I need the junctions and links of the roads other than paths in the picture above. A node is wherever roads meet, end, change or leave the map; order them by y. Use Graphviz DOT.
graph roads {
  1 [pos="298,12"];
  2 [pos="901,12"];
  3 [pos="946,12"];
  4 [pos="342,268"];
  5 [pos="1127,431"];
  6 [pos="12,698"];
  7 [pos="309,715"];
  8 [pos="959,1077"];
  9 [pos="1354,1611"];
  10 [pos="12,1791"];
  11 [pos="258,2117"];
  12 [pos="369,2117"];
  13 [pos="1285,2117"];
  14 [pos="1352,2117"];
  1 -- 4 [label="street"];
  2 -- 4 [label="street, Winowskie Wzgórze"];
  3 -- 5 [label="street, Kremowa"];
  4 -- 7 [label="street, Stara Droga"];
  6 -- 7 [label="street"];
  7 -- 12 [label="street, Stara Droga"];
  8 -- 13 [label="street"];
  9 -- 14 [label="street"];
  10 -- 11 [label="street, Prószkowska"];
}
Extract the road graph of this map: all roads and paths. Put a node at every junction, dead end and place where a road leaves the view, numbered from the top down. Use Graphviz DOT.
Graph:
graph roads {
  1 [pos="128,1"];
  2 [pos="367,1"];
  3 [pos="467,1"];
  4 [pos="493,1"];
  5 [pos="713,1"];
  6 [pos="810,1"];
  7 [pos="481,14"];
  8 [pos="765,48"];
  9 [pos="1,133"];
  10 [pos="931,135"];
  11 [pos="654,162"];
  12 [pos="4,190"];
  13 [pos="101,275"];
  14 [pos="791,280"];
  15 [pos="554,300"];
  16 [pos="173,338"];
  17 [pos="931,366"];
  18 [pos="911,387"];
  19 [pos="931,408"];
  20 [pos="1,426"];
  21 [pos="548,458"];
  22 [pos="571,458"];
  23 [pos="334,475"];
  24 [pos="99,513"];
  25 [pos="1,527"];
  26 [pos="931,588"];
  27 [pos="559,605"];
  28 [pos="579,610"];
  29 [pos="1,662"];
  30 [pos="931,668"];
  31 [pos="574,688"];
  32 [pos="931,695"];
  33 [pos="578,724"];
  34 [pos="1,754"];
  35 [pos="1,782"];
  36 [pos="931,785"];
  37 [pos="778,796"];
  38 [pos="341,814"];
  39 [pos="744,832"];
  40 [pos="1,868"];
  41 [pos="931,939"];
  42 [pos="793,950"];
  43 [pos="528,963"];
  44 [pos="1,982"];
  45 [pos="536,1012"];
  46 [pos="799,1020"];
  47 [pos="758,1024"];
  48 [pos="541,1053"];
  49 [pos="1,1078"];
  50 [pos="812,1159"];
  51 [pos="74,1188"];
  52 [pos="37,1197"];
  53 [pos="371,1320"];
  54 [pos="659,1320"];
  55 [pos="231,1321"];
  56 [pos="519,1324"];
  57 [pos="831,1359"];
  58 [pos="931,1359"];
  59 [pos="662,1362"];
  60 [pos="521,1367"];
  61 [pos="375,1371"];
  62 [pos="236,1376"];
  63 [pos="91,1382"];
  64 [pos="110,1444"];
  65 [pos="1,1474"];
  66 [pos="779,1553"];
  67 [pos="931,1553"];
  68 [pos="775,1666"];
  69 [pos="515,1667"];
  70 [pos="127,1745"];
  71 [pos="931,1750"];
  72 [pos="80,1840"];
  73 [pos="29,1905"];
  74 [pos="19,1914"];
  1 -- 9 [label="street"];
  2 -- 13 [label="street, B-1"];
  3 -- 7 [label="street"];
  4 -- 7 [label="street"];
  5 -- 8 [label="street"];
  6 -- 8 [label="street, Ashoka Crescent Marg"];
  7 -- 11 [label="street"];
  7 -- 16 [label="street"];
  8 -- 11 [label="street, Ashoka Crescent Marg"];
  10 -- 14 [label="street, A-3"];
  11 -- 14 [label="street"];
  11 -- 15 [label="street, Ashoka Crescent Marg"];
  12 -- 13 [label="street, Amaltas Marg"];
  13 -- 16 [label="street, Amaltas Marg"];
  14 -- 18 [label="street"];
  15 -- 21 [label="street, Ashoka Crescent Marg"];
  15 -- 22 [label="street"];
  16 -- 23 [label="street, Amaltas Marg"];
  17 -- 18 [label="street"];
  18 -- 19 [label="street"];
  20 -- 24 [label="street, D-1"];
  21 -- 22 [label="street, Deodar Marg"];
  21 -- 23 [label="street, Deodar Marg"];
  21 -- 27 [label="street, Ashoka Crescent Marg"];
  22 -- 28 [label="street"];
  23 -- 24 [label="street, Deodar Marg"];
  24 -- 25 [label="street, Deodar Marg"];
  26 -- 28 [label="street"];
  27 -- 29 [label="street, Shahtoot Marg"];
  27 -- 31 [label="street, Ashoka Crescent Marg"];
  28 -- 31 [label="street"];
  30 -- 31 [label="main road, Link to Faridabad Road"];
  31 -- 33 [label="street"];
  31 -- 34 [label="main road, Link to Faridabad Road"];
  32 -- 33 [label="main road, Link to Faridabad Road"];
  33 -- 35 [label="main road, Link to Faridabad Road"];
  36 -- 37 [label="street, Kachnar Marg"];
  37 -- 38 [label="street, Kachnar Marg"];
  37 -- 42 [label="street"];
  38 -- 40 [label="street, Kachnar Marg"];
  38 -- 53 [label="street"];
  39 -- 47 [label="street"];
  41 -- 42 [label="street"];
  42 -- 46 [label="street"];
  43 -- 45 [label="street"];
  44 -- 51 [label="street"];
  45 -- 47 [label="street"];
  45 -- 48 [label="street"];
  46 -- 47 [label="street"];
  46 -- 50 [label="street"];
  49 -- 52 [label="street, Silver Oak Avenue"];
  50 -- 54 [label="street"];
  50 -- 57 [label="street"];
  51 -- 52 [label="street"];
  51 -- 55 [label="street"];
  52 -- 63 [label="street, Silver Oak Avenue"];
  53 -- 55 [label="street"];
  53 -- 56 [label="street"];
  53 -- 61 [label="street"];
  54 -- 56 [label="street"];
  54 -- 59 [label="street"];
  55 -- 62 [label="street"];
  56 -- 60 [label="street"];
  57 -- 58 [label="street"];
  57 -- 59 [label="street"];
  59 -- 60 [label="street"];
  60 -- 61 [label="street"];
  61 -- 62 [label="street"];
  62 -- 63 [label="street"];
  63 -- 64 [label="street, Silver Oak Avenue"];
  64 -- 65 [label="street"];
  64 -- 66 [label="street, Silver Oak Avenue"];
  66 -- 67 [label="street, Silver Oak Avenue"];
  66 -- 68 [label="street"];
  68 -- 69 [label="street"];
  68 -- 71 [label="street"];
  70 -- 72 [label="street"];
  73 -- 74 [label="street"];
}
++++
● **TASK DIRECTIONS**: Starting at the first line of the records above, please copy each line exactly until you reach the line containing "Extract the road". Include that line and stop there.

● **RESULT**:
I need the junctions and links of the roads other than paths in the picture above. A node is wherever roads meet, end, change or leave the map; order them by y. Use Graphviz DOT.
graph roads {
  1 [pos="298,12"];
  2 [pos="901,12"];
  3 [pos="946,12"];
  4 [pos="342,268"];
  5 [pos="1127,431"];
  6 [pos="12,698"];
  7 [pos="309,715"];
  8 [pos="959,1077"];
  9 [pos="1354,1611"];
  10 [pos="12,1791"];
  11 [pos="258,2117"];
  12 [pos="369,2117"];
  13 [pos="1285,2117"];
  14 [pos="1352,2117"];
  1 -- 4 [label="street"];
  2 -- 4 [label="street, Winowskie Wzgórze"];
  3 -- 5 [label="street, Kremowa"];
  4 -- 7 [label="street, Stara Droga"];
  6 -- 7 [label="street"];
  7 -- 12 [label="street, Stara Droga"];
  8 -- 13 [label="street"];
  9 -- 14 [label="street"];
  10 -- 11 [label="street, Prószkowska"];
}
Extract the road graph of this map: all roads and paths. Put a node at every junction, dead end and place where a road leaves the view, numbered from the top down. Use Graphviz DOT.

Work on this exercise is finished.